Monday, 14 December 2009

Street Life.

Much of my work is shot in London, often travelling by road, rather than going underground.

It's a road that's odd sad and funny. I love the two cabbies arguing over who is in the wrong, while parked on a bus stop. And what is a British Sex Shop? Maybe you get a free pair of socks with every purchase.

My favourite though is the one at the end. Many a childhood summed up in one photograph.

Monday, 30 November 2009

The Poet and the Garden.

Here's a bit of synchronicity. Hot on the heels of the post about the new book '100' (see below) is a shoot I had with the poet James Fenton.
I knew of him through reading his book A Garden from a Hundred Packets of Seed.
He's now selling up, and Intelligent Life magazine commissioned the shoot of his portrait and garden.
The title they used is The Poet and the Plantsman, and profiles the poet, the garden, and his gardener, Mike Collins.

Apart from a day out out of London, the shoot was a dream not least because Fenton has an orchard.

Orchards send me directly to seventh heaven, for no particular reason that I'm aware of, they just do. And I've got a thing about ladders too.

Glasshouse Books.

Look out for Glasshouse Books in 2010.
Promising to give away their digital books for free, they're aiming for people "who don't read".
Bobby Nayyar, publishing entrepreneur, explains: "We're trying to reach people who can read but choose not to, be it because they don't have time, or they don't know what to read, or books aren't being published to their taste."
Part of their six book line up for 2010 is 100, a book of 100 words each by 100 people, aimed at teenagers and those about to leave university.
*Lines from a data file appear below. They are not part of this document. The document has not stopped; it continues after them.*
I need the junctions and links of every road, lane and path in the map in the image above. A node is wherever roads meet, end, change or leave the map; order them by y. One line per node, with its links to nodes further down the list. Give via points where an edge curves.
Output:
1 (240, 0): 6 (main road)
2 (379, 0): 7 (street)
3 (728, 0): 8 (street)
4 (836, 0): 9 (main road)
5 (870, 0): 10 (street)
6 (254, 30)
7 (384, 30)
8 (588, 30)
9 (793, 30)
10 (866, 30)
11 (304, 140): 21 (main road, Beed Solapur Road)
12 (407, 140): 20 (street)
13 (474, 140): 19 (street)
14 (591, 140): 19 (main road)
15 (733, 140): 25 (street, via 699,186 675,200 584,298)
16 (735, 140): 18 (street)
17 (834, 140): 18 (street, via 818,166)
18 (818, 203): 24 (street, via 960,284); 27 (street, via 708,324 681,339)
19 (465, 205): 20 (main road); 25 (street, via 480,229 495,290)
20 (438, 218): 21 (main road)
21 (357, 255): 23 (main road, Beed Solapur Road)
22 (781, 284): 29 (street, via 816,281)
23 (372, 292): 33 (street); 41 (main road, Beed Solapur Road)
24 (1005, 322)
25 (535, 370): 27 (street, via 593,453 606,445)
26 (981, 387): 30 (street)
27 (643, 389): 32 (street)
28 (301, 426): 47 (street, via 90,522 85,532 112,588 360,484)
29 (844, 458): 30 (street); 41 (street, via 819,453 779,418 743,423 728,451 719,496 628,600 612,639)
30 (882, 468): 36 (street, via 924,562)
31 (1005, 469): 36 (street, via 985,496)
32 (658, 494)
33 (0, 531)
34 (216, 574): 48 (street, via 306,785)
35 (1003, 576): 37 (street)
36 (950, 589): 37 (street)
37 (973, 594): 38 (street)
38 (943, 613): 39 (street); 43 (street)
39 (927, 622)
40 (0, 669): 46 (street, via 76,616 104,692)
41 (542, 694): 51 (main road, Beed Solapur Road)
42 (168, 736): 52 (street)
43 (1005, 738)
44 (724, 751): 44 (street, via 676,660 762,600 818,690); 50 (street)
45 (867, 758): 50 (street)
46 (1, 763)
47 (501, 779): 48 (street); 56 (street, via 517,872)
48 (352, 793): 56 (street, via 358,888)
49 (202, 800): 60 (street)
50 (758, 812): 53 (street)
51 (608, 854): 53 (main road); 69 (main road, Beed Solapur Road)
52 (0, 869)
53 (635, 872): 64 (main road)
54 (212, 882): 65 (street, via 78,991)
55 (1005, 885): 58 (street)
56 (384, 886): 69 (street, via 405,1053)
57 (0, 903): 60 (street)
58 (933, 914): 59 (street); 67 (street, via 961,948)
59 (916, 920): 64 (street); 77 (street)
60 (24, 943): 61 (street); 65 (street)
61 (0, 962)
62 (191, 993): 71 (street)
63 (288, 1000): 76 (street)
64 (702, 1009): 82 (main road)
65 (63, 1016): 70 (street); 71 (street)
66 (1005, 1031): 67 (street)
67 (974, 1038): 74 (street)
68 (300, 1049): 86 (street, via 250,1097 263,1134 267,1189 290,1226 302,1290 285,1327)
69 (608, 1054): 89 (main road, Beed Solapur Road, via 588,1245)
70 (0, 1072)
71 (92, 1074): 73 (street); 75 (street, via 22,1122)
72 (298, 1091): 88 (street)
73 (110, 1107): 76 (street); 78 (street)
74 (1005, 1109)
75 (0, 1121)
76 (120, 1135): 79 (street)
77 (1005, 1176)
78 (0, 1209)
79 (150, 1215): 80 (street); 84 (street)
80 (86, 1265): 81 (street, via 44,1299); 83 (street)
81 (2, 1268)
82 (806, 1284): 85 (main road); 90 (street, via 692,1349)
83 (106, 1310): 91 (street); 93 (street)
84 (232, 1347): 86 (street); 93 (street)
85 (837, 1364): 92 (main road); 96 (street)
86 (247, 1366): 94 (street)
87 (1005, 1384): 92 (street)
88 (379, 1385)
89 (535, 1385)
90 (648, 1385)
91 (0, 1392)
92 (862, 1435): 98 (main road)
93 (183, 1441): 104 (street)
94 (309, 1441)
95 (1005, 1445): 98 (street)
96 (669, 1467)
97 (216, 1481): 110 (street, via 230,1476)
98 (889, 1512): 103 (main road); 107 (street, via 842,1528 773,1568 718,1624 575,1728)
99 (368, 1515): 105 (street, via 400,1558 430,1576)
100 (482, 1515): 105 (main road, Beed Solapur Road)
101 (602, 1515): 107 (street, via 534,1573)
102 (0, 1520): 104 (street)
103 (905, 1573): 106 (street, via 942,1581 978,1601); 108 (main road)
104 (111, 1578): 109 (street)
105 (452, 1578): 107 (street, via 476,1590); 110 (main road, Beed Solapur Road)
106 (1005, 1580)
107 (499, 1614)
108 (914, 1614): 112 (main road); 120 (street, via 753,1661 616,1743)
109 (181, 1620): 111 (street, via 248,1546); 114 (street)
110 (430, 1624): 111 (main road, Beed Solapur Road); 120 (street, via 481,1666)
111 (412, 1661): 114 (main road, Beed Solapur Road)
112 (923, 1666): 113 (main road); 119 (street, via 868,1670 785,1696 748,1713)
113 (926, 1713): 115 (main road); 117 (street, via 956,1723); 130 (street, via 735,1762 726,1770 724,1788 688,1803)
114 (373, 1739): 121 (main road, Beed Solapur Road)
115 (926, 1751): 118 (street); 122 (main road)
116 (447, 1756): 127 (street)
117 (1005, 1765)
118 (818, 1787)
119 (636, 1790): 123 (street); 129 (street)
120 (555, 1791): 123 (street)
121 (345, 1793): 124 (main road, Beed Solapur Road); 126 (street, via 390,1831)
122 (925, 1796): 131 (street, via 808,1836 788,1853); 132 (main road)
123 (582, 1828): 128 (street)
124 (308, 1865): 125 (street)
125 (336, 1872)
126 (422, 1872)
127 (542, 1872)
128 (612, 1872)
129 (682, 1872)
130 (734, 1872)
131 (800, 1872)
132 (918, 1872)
Coming in February 2010 is the Freelancer's Diary, followed by a book of Free speach, and so on through out the year.
If you'd like to find out more go here.

Friday, 27 November 2009

Photographing People

An odd thing happened at work two days ago. I had to shoot a CEO of a large TV company, for an editorial client (magazine). The CEO turned up with one of his marketing staff. (I thought he was the bodyguard.) We set off into the street for three locations I had recce'd earlier. The first one was a plain white wall. The marketing/bodyguard type vetoed the location as being 'too public'. I was so bemused and taken aback I just pressed on to location two, which was equally public, as was location three. No veto followed. I've since turned this event over in my mind, and agree with what my assistant told me after the shoot. This was that the veto was a way of marketing/bodyguard man justifying his existence on the shoot. We agreed that in future we'd have a couple of dummy locations to test this out. Then I thought about it further and decided it just wasn't on, and now regret not taking marketing man to task. But that's not really practical in the middle of a shoot. In hindsight, I think it was just rather discourteous of him to interfere in such a way. A couple of weeks ago I met Terry O'Neill, and we had a long discussion about what photographing people is like today, compared with how it was in his day. Then, you got a fortnight on set with Frank Sinatra. He wasn't in any doubt it was the intervention of the PR crowd that has reduced photography to the 'you've only got ten minutes with him/her' that is the current scene. "They've ruined it." he said. I'm not always against the quick shoot. It is obviously spontaneous, and I've evolved a system to cope with such a short time slot. Still, these fast shoots can be a tad ridiculous at times. The most absurd, in any number of ways, was an eight day trip for seven minutes shooting. Still, I wouldn't have swapped the experience for any other shoot I've ever done: It was a unique and wonderful experience, one which I doubt will be bettered, and I count myself lucky beyond description. There were no marketing people present, just one lovely silent abbott.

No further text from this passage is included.